School of Traffic and Transportation Engineering, Central South University, Changsha, Hunan, P.R. China.

Copyright

(Copyright © 2013, Public Library of Science)

DOI

10.1371/journal.pone.0080178

PMID

24260355

PMCID

PMC3832441

Abstract

Based on large-scale human mobility data collected in San Francisco and Boston, the morning peak urban rail transit (URT) ODs (origin-destination matrix) were estimated and the most vulnerable URT segments, those capable of causing the largest service interruptions, were identified. In both URT networks, a few highly vulnerable segments were observed. For this small group of vital segments, the impact of failure must be carefully evaluated.

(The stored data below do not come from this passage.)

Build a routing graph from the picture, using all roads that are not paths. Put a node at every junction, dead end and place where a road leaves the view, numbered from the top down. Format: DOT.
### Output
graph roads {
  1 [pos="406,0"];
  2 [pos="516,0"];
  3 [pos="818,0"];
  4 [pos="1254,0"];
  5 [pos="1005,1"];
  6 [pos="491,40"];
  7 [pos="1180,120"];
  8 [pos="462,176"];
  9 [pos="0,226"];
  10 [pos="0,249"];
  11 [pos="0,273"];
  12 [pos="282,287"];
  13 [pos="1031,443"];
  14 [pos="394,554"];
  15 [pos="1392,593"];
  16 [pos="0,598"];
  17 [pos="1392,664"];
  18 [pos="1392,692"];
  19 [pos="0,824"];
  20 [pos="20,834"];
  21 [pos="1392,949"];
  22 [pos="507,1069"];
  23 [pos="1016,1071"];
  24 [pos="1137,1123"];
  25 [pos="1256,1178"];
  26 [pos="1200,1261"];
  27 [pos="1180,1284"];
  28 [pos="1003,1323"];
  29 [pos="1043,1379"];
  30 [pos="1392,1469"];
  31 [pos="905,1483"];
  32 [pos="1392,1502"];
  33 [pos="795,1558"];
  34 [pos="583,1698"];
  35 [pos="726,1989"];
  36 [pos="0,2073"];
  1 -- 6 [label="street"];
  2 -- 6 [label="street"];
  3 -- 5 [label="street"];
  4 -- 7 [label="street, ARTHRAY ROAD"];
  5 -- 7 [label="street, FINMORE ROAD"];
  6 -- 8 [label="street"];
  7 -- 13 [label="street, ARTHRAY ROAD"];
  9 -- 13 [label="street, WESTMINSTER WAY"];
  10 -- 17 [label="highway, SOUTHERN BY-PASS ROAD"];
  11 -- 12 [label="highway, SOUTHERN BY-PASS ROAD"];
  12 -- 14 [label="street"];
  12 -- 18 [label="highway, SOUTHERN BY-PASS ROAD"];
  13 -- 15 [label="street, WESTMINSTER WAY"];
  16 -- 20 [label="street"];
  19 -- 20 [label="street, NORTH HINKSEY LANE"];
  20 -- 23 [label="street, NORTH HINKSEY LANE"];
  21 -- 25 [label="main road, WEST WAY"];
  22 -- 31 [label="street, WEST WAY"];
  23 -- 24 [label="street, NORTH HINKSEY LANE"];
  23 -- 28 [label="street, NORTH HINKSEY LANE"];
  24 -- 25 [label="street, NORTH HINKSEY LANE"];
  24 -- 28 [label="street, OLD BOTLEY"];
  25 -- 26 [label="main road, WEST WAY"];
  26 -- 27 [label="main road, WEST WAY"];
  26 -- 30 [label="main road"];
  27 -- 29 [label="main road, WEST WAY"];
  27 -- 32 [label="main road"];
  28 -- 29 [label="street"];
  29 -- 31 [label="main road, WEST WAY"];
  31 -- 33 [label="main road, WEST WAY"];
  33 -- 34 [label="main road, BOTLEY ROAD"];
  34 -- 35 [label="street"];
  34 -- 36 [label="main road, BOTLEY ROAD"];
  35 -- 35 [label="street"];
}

A bipartite URT usage network was developed and used to determine the inherent connections between urban rail transits and their passengers' travel demands. Although passengers' origins and destinations were easy to locate for a large number of URT segments, a few show very complicated spatial distributions. Based on the bipartite URT usage network, a new layer of the understanding of a URT segment's vulnerability can be achieved by taking the difficulty of addressing the failure of a given segment into account. Two proof-of-concept cases are described here: Possible transfer of passenger flow to the road network is here predicted in the cases of failures of two representative URT segments in San Francisco.